It seems the Mitchell-reported conduct of our local baseball brass has caught the eye of politicians. When Selig appeared before the House committee last week, he was confronted with Sabean and Magowan’s reported behavior — stonewalling then-trainer Stan Conte’s concerns about Bonds’s BALCO buddies in the clubhouse — and Bud hinted he might take disciplinary action.
Well, now that the owners have granted Bud a new contract extension, he certainly isn’t going to fall on his own sword, which I’ve called for more than once. (Funny — Bud doesn’t seem to be getting the memo. I’ll have to blog louder.) That leaves others to do his dirty work — or, should I say, others to whom he’ll do his dirty work.
I still think the players will bear the brunt of the fallout despite having one of the most powerful unions in the land. But we can only hope that if players and only players take the blame for this mess, Congress and the media won’t be satisfied.

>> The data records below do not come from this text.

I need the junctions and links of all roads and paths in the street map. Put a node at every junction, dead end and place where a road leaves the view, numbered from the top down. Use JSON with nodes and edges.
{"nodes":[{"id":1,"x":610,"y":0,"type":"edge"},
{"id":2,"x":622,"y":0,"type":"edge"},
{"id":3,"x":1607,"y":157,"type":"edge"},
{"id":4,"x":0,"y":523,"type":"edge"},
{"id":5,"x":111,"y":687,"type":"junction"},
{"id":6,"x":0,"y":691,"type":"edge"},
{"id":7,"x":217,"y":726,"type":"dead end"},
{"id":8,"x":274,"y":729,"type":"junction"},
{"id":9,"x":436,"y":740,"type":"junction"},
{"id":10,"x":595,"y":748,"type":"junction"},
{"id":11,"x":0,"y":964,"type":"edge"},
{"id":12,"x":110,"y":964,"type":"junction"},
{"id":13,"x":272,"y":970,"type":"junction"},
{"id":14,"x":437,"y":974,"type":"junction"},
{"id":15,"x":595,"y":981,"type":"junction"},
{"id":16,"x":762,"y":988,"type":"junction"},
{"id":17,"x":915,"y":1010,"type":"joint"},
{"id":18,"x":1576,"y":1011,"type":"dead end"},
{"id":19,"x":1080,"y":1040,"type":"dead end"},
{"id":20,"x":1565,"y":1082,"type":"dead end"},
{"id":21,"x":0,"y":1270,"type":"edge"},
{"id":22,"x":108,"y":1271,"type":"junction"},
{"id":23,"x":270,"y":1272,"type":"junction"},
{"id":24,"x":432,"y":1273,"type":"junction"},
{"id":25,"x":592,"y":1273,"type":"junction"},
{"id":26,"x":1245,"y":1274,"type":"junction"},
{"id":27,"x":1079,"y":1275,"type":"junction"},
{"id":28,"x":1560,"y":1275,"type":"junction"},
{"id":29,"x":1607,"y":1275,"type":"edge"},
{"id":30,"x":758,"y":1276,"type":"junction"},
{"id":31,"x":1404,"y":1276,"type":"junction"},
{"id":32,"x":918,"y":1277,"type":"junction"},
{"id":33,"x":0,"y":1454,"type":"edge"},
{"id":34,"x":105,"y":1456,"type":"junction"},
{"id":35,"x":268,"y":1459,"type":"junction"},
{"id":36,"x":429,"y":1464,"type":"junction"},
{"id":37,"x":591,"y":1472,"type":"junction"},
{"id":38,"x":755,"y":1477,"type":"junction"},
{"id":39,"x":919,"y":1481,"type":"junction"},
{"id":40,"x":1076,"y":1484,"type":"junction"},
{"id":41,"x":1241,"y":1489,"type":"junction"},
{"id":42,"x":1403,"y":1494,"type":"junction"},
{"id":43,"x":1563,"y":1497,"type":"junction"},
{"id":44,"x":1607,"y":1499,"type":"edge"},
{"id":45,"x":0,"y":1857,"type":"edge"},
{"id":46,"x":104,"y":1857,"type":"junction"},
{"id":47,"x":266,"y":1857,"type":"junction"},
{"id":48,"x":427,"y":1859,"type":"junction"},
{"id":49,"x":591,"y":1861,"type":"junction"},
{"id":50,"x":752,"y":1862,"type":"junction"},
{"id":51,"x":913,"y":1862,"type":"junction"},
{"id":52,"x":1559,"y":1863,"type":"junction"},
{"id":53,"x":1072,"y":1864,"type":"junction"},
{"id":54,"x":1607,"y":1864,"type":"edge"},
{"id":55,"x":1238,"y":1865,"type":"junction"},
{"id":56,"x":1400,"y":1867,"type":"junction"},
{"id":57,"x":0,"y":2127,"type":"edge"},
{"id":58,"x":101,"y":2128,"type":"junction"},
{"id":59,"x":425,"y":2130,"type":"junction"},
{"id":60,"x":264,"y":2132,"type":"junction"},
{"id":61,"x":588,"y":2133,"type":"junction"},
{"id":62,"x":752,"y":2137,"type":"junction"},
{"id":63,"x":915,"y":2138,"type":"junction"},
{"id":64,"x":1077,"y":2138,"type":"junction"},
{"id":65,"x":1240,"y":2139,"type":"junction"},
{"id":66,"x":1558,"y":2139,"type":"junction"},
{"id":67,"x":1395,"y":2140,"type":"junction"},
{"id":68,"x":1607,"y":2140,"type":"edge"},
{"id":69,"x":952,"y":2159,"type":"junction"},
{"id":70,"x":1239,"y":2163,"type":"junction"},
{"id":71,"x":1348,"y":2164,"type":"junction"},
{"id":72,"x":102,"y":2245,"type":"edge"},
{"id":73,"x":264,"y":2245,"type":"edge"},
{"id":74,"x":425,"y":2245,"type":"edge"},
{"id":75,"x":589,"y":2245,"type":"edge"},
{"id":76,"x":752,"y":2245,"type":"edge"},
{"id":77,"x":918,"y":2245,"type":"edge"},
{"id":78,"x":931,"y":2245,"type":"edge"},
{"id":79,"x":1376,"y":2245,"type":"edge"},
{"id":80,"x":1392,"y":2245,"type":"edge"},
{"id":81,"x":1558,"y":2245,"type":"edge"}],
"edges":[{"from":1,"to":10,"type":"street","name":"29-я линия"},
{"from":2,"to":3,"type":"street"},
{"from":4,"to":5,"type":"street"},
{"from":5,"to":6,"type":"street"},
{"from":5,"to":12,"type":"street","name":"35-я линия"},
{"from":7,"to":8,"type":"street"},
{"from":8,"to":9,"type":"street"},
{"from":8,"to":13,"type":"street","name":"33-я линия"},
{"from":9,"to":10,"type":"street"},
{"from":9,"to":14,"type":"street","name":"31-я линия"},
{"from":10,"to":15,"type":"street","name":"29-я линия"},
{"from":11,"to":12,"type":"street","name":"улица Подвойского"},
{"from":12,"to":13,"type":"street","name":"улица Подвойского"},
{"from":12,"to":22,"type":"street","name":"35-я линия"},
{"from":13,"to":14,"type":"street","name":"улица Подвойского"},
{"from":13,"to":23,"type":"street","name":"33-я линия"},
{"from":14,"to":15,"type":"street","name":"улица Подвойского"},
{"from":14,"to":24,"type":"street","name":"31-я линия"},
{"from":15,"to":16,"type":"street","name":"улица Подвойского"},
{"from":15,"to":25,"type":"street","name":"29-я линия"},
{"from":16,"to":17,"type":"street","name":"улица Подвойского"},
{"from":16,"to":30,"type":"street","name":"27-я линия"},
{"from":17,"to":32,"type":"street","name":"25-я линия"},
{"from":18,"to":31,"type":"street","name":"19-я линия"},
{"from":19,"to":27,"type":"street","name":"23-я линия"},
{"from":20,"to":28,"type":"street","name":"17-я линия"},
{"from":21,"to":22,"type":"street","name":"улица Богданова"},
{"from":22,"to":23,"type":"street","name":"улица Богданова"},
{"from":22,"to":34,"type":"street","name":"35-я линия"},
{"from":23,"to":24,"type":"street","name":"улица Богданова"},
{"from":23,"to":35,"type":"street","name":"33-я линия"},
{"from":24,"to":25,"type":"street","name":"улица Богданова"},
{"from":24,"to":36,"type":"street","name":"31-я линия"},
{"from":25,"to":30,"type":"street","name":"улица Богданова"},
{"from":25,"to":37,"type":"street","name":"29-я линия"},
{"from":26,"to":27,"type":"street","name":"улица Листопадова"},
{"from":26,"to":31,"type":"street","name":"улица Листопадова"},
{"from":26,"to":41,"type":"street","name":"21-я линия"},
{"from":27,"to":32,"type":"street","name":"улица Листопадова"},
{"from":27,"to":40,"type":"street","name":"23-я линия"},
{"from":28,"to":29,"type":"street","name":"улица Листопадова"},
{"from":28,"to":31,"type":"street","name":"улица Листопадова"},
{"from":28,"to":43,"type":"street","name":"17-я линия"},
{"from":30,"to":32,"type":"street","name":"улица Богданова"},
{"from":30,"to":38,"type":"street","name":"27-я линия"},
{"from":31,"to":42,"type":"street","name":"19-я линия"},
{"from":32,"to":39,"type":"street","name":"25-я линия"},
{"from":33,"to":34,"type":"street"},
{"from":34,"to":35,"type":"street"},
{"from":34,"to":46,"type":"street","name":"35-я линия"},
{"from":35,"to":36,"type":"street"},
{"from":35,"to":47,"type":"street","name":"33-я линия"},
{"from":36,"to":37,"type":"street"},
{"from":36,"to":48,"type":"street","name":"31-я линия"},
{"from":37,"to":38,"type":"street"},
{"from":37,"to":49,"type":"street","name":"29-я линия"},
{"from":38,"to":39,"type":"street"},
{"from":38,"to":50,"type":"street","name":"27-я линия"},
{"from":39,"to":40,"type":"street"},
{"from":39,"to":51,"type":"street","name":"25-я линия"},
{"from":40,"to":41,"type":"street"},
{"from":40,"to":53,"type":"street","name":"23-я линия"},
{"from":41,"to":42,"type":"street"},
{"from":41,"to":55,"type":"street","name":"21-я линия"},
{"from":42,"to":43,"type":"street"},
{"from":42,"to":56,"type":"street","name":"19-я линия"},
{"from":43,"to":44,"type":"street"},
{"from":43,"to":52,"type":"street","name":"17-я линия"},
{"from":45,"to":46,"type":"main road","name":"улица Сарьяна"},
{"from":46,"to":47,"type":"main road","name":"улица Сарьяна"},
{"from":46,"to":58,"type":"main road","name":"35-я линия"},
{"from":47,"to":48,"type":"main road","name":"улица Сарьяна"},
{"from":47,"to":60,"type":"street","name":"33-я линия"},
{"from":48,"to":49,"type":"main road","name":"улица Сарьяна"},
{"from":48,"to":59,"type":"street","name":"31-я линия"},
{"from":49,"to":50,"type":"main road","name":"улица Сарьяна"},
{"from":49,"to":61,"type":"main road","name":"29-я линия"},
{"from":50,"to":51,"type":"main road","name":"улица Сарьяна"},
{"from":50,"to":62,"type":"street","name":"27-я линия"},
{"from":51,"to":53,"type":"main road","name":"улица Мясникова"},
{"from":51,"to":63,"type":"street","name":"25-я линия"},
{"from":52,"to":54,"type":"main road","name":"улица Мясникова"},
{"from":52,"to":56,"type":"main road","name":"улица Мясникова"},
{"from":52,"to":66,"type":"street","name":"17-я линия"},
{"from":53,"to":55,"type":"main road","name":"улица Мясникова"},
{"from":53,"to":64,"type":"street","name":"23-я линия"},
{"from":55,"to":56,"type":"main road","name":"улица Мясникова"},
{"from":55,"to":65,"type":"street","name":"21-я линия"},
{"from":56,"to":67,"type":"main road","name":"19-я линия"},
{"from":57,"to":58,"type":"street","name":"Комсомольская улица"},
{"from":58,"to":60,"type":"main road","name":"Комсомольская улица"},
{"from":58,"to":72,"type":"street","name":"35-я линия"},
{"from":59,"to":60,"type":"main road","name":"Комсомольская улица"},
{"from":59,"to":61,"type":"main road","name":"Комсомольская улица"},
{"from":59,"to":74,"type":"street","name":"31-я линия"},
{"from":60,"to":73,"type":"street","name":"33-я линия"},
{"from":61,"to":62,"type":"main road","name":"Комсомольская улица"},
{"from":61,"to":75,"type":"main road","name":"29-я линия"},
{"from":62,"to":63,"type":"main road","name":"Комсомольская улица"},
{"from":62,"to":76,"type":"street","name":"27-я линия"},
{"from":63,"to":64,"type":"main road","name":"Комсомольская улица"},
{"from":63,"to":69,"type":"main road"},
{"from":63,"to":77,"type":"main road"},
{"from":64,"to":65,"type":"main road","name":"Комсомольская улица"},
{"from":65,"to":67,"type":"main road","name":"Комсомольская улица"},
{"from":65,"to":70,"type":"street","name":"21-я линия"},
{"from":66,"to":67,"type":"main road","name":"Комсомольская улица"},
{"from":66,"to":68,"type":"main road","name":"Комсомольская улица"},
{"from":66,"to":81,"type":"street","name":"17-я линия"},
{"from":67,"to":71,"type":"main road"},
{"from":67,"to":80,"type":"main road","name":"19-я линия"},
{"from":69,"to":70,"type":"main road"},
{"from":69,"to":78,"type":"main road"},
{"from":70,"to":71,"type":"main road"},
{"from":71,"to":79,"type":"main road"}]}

We can imagine, then, that the owners will find it expedient to sacrifice one of their own, or a few front-office underlings, to appease the antitrust Gods, and lo, the vorpal blade will go snicker-snack. But upon whose neck? Selig’s comments have certainly focused the discussion on our local nine. But scapegoating is a tricky business, especially when the potential ‘goatees have been throwing boardroom elbows and practicing lawyer-fu all their professional lives.
I don’t know the relative power of Magowan amongst his tasseled-loafer peers. If he’s got incriminating pictures that involve, say, Drayton McLane, donkeys and Tijuana, or other similar powerful talismans to ward off Bud’s evil eye — you laugh, but remember how Dusty Baker’s IRS violations magically surfaced at the end of his Giant tenure? — then voila, the blame train bypasses Pee-Mag’s owner’s box.
Notice, though, that I didn’t say it would bypass all executive offices of 24 Willie Mays Plaza entirely. It’s possible Magowan in one form or another could throw Sabean to the Waxman wolves. I’m not sure how that would work, and if Sabes is worth his salt-n-pepper mullet, he has placed in the right hands a few sealed envelopes that read “Do Not Open Unless I’m Mysteriously Fired or Run Off the Road by a Safeway.com Delivery Truck.”
Ray Ratto, who has been a constant voice of conscience in this whole matter, suggested yesterday an appropriate punishment of rescinding the Giants’ exclusive rights to the San Jose market.
Great idea, but it would probably lead to the Sabean/Revenge scenario writ larger. The Giants’ clubhouse was one of many in MLB with shady characters hanging about, and don’t think for a moment Magowan will settle for being the only one singled out. Press forward with the Ratto Plan, as savory as it might sound to those who’d love the Giants to get some o’ theirs, and I’ll betcha we’d soon find out how much the Yankees front office knew about Brian MacNamee, or the Mets about Kirk Radomski, or Kevin Towers’ nudge-wink relationship to Ken Caminiti’s ongoing pharmacist correspondence course. Magowan would not go down solo.
In other words, if Bud throws one owner under the bus, we’ll get to sit back and enjoy an acrimonious cycle of mysterious leaks, recrimination and David Boies/James Baker press conferences from now until Super Bowl 75. That’s why, no matter what happens, the first step is the resignation of Bud Selig.
Oops. Guess that’s not going to happen anytime soon.
Question: If the Giants deserve punishment, what should it be?